A 0.018 kg bullet traveling 222 m/s penetrates a 3.9 kg block of wood, and exits the block with a velocity of 72 m/s. If the block was stationary on a horizontal frictionless surface before impact, how fast does it move after the bullet exits?

momentum before = momentum after

.018*222 = .018*72 + 3.9 * v

thank you

You are welcome :)

To find the velocity of the block after the bullet exits, we can use the principle of conservation of momentum. According to this principle, the total momentum before the collision is equal to the total momentum after the collision.

The momentum (p) of an object is calculated by multiplying its mass (m) by its velocity (v): p = m * v.

Before the bullet enters the block, the block is stationary. Hence, its momentum is zero: p_block_before = 0.

The initial momentum of the bullet is: p_bullet_before = m_bullet * v_bullet_before.
Substituting the given values: p_bullet_before = 0.018 kg * 222 m/s.

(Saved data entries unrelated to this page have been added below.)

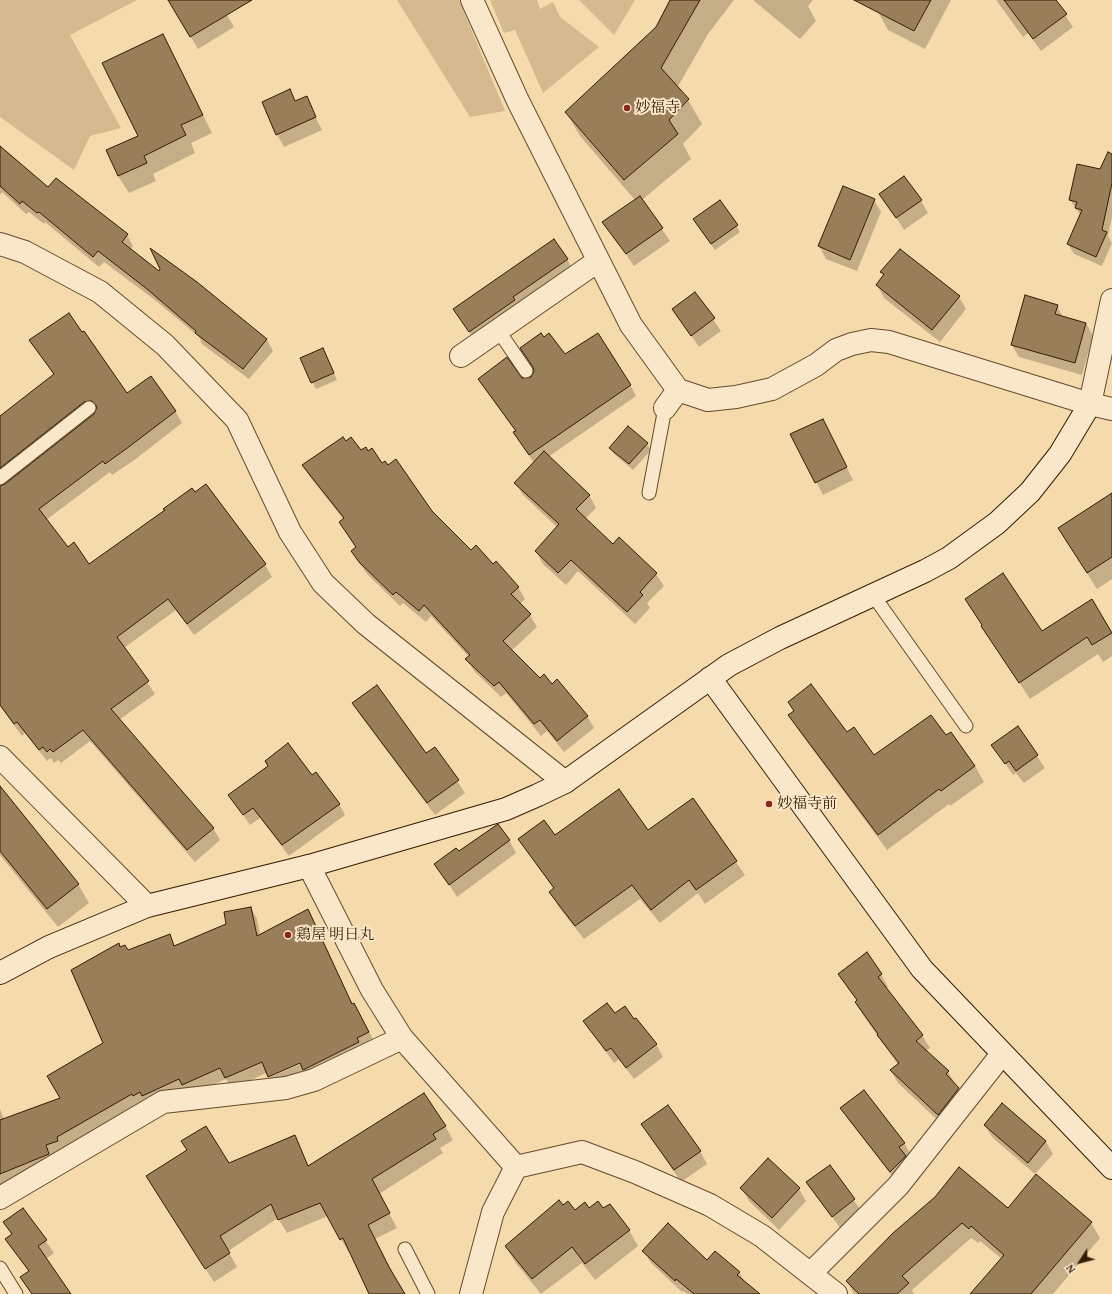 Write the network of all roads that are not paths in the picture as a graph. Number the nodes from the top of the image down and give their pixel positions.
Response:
1 (472, 0) edge
2 (0, 244) edge
3 (598, 260) junction
4 (1112, 300) edge
5 (498, 330) junction
6 (461, 356) dead end
7 (526, 371) dead end
8 (678, 390) junction
9 (1090, 404) junction
10 (89, 408) dead end
11 (665, 408) joint
12 (1112, 409) edge
13 (0, 478) edge
14 (649, 493) dead end
15 (873, 596) junction
16 (710, 678) junction
17 (966, 726) dead end
18 (0, 757) edge
19 (565, 782) junction
20 (309, 866) junction
21 (147, 906) junction
22 (0, 973) edge
23 (402, 1038) junction
24 (1002, 1054) junction
25 (516, 1167) junction
26 (1112, 1168) edge
27 (0, 1198) edge
28 (405, 1249) dead end
29 (0, 1268) edge
30 (811, 1273) junction
31 (16, 1294) edge
32 (428, 1294) edge
33 (471, 1294) edge
34 (836, 1294) edge

1 - 3 street
2 - 19 street
3 - 5 street
3 - 8 street
4 - 9 street
5 - 6 street
5 - 7 lane
8 - 9 street
8 - 11 street
9 - 12 street
9 - 15 street
10 - 13 lane
11 - 14 lane
15 - 16 street
15 - 17 lane
16 - 19 street
16 - 24 street
18 - 21 street
19 - 20 street
20 - 21 street
20 - 23 street
21 - 22 street
23 - 25 street
23 - 27 street
24 - 26 street
24 - 30 street
25 - 30 street
25 - 33 street
28 - 32 lane
29 - 31 lane
30 - 34 street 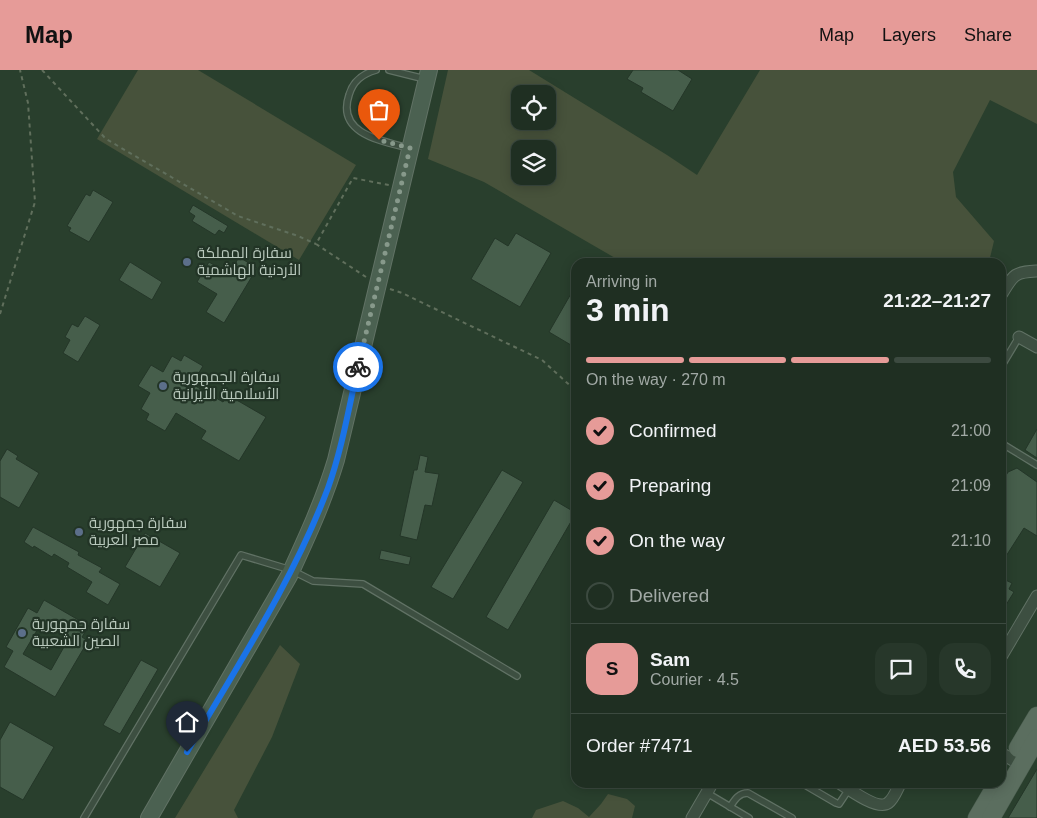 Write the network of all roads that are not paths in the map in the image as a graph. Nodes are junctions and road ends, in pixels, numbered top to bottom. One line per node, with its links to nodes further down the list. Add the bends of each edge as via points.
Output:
1 (376, 70): 4 (lane, via 354,83 347,113 353,125 363,133)
2 (389, 70): 3 (lane)
3 (428, 75): 4 (street)
4 (410, 148): 12 (street, via 336,460 315,519)
5 (1037, 271): 6 (street, via 1020,272)
6 (1006, 286)
7 (1019, 336): 8 (street); 9 (lane)
8 (1037, 347)
9 (1006, 358)
10 (1006, 446): 11 (lane)
11 (1037, 465)
12 (291, 570): 15 (lane, via 313,581 363,584); 31 (lane, via 241,555); 32 (street)
13 (1037, 596): 14 (street)
14 (1006, 649)
15 (517, 676)
16 (1037, 716): 19 (main road)
17 (1037, 727): 19 (main road)
18 (1037, 738): 19 (main road)
19 (1013, 756): 20 (main road); 21 (main road)
20 (1006, 768)
21 (1006, 771)
22 (710, 788): 28 (street)
23 (810, 788): 27 (lane, via 839,804)
24 (898, 788): 27 (street, via 889,803 884,805)
25 (996, 788): 30 (main road)
26 (998, 788): 30 (main road)
27 (849, 789)
28 (707, 794): 29 (lane); 33 (street)
29 (730, 807): 34 (lane); 35 (lane, via 736,797 748,793)
30 (987, 813): 36 (main road)
31 (84, 818)
32 (149, 818)
33 (692, 818)
34 (749, 818)
35 (792, 818)
36 (977, 818) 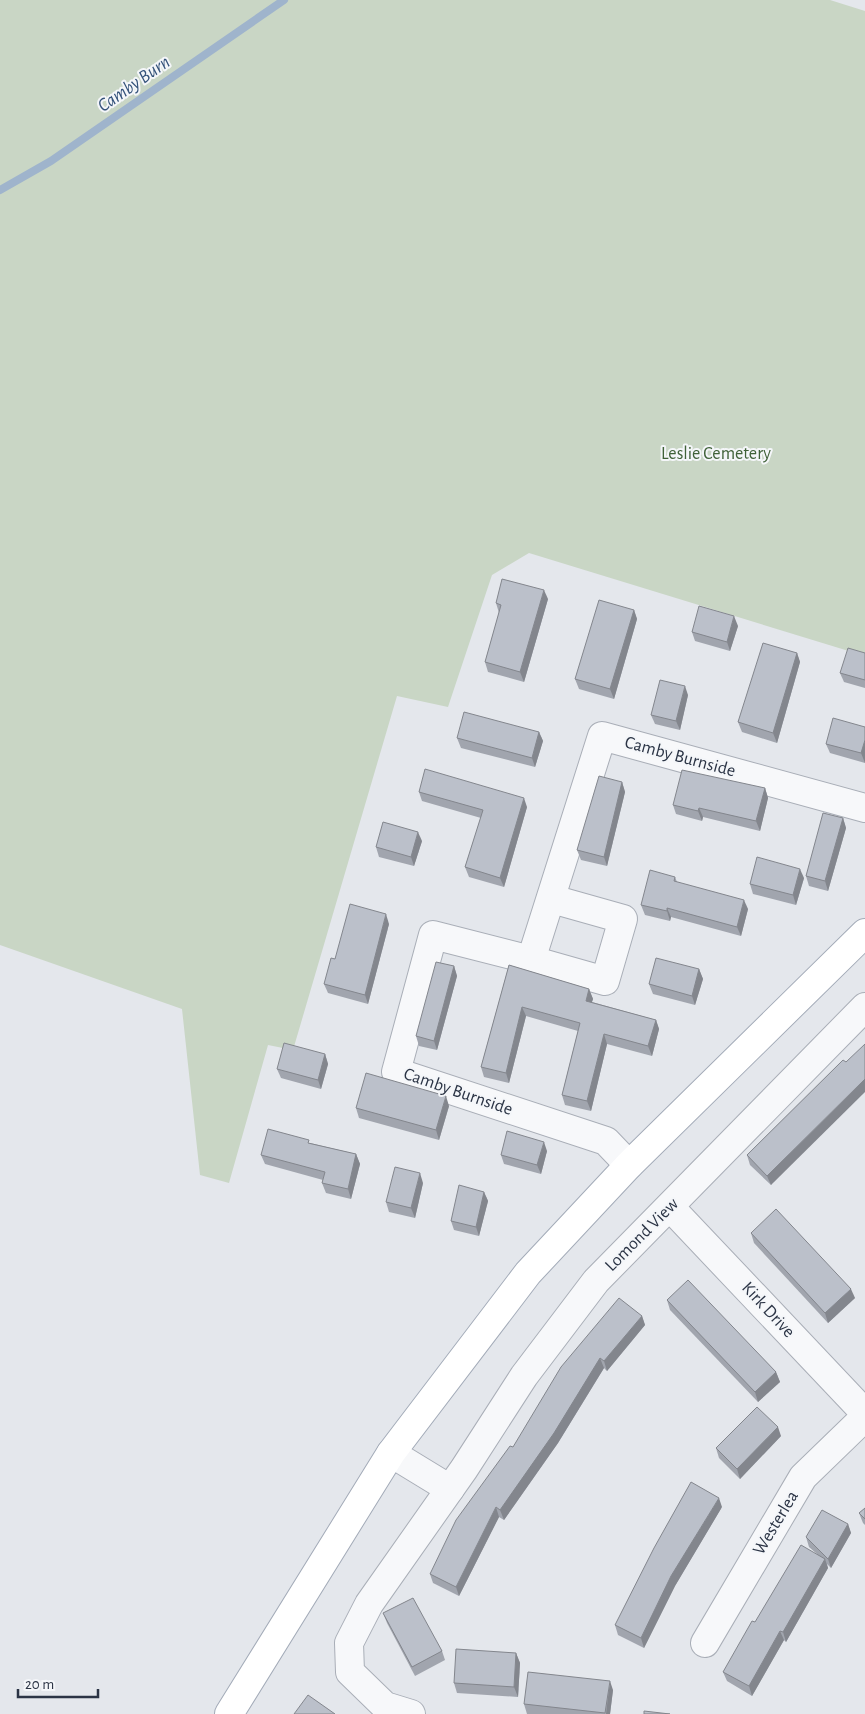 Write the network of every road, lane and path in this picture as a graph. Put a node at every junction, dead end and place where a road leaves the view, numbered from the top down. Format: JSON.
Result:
{"nodes":[{"id":1,"x":865,"y":808,"type":"edge"},
{"id":2,"x":552,"y":899,"type":"junction"},
{"id":3,"x":865,"y":932,"type":"edge"},
{"id":4,"x":531,"y":960,"type":"junction"},
{"id":5,"x":865,"y":1007,"type":"edge"},
{"id":6,"x":629,"y":1165,"type":"junction"},
{"id":7,"x":670,"y":1207,"type":"junction"},
{"id":8,"x":865,"y":1415,"type":"edge"},
{"id":9,"x":391,"y":1453,"type":"junction"},
{"id":10,"x":450,"y":1489,"type":"junction"},
{"id":11,"x":705,"y":1643,"type":"dead end"},
{"id":12,"x":229,"y":1714,"type":"edge"},
{"id":13,"x":411,"y":1714,"type":"edge"}],
"edges":[{"from":1,"to":2,"type":"street","name":"Camby Burnside"},
{"from":2,"to":4,"type":"street","name":"Camby Burnside"},
{"from":2,"to":4,"type":"street","name":"Camby Burnside"},
{"from":3,"to":6,"type":"main road"},
{"from":4,"to":6,"type":"street","name":"Camby Burnside"},
{"from":5,"to":7,"type":"street","name":"Lomond View"},
{"from":6,"to":9,"type":"main road"},
{"from":7,"to":8,"type":"street","name":"Kirk Drive"},
{"from":7,"to":10,"type":"street","name":"Lomond View"},
{"from":8,"to":11,"type":"street","name":"Westerlea"},
{"from":9,"to":10,"type":"street"},
{"from":9,"to":12,"type":"main road"},
{"from":10,"to":13,"type":"street","name":"Lomond View"}]} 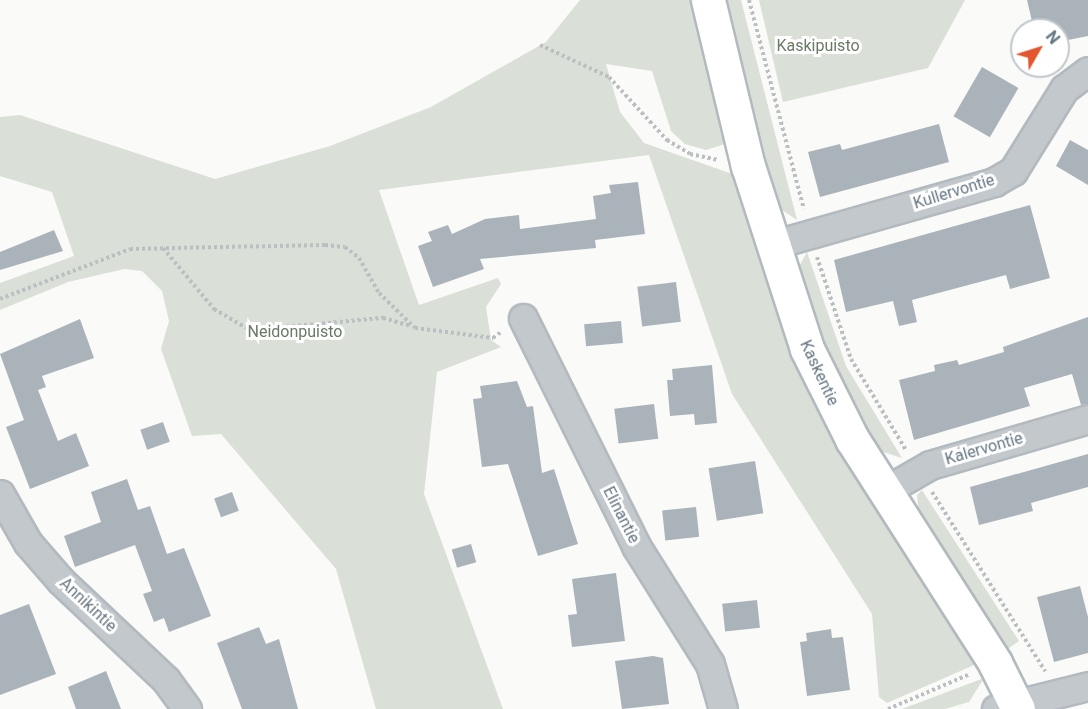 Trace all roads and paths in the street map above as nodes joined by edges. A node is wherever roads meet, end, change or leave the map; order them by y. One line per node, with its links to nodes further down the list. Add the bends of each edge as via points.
1 (708, 0): 5 (street, Kaskentie)
2 (749, 0): 6 (path)
3 (540, 45): 5 (path, via 609,77 667,140 690,154)
4 (1088, 71): 6 (street, Kullervontie, via 1064,89 1013,171 994,182)
5 (748, 166): 7 (street, Kaskentie)
6 (810, 233): 7 (street, Kullervontie); 13 (path, via 851,359)
7 (772, 245): 14 (street, Kaskentie, via 827,394)
8 (163, 248): 9 (path, via 130,249); 11 (path, via 214,309 250,330 383,318); 11 (path, via 345,247 368,269 394,311)
9 (0, 299)
10 (523, 318): 11 (path, via 493,338); 22 (street, Elinantie, via 636,546 710,664)
11 (415, 327)
12 (1088, 419): 13 (street, Kalervontie)
13 (918, 470): 14 (street, Kalervontie); 16 (path)
14 (885, 491): 17 (street, Kaskentie)
15 (0, 494): 21 (street, Annikintie, via 28,543 61,581 165,680)
16 (1030, 647): 17 (path); 19 (path)
17 (995, 663): 20 (street, Kaskentie); 23 (path)
18 (1088, 686): 19 (street)
19 (1054, 695): 20 (street)
20 (1010, 708)
21 (187, 709)
22 (723, 709)
23 (888, 709)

After the bullet exits the block, the block and the bullet together have a common final velocity (v_common), and their respective masses are 3.9 kg (block) and 0.018 kg (bullet).

The final momentum of the block is: p_block_after = m_block * v_block_after.
Substituting the given values: p_block_after = 3.9 kg * v_block_after.

The final momentum of the bullet is: p_bullet_after = m_bullet * v_bullet_after.
Substituting the given values: p_bullet_after = 0.018 kg * 72 m/s.

Since momentum is conserved, we can equate the total momentum before the collision with the total momentum after the collision:

p_block_before + p_bullet_before = p_block_after + p_bullet_after.

0 + 0.018 kg * 222 m/s = 3.9 kg * v_block_after + 0.018 kg * 72 m/s.

Simplifying the equation, we have:

0.018 kg * 222 m/s = 3.9 kg * v_block_after + 0.018 kg * 72 m/s.

3.916 kg * v_block_after = 0.018 kg * 150 m/s.

Dividing both sides by 3.916 kg, we get:

v_block_after = (0.018 kg * 150 m/s) / 3.916 kg.

Simplifying the right side:

v_block_after ≈ 0.688 m/s.

Therefore, the block moves with a velocity of approximately 0.688 m/s after the bullet exits.